(Recorded data begins)

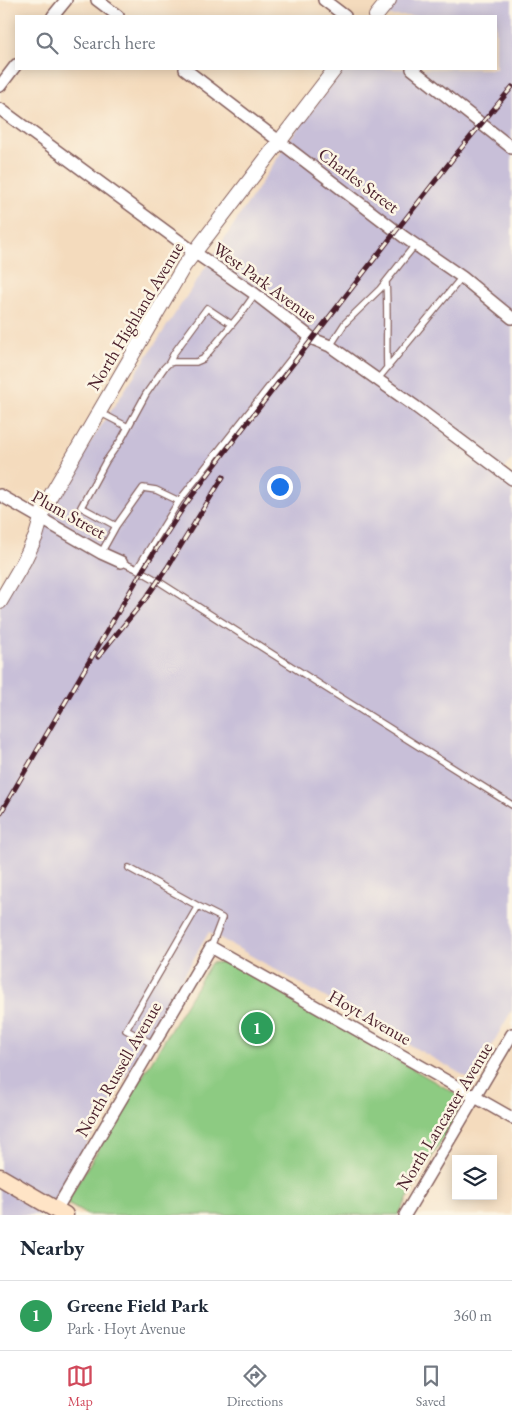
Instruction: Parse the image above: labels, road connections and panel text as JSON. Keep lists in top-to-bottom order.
{
  "streets": {
    "street": [
      "Charles Street",
      "West Park Avenue",
      "North Highland Avenue",
      "Plum Street",
      "Hoyt Avenue",
      "North Russell Avenue",
      "North Lancaster Avenue"
    ]
  },
  "crossings": [
    ["Charles Street", "North Highland Avenue"],
    ["West Park Avenue", "North Highland Avenue"],
    ["North Highland Avenue", "Plum Street"],
    ["Hoyt Avenue", "North Russell Avenue"],
    ["Hoyt Avenue", "North Lancaster Avenue"]
  ],
  "page": {
    "search": "Search here",
    "pins": "1",
    "heading": "Nearby",
    "list": [
      {
        "mark": "1",
        "name": "Greene Field Park",
        "note": "Park · Hoyt Avenue",
        "value": "360 m"
      }
    ],
    "nav": ["Map", "Directions", "Saved"]
  }
}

(Recorded data ends)

None of the pictures should be carried over when the data above is transcribed exactly.

Instruction: Parse the image above: labels, road connections and panel text as JSON. Keep lists in top-to-bottom order.
{
  "streets": {
    "street": [
      "Charles Street",
      "West Park Avenue",
      "North Highland Avenue",
      "Plum Street",
      "Hoyt Avenue",
      "North Russell Avenue",
      "North Lancaster Avenue"
    ]
  },
  "crossings": [
    ["Charles Street", "North Highland Avenue"],
    ["West Park Avenue", "North Highland Avenue"],
    ["North Highland Avenue", "Plum Street"],
    ["Hoyt Avenue", "North Russell Avenue"],
    ["Hoyt Avenue", "North Lancaster Avenue"]
  ],
  "page": {
    "search": "Search here",
    "pins": "1",
    "heading": "Nearby",
    "list": [
      {
        "mark": "1",
        "name": "Greene Field Park",
        "note": "Park · Hoyt Avenue",
        "value": "360 m"
      }
    ],
    "nav": ["Map", "Directions", "Saved"]
  }
}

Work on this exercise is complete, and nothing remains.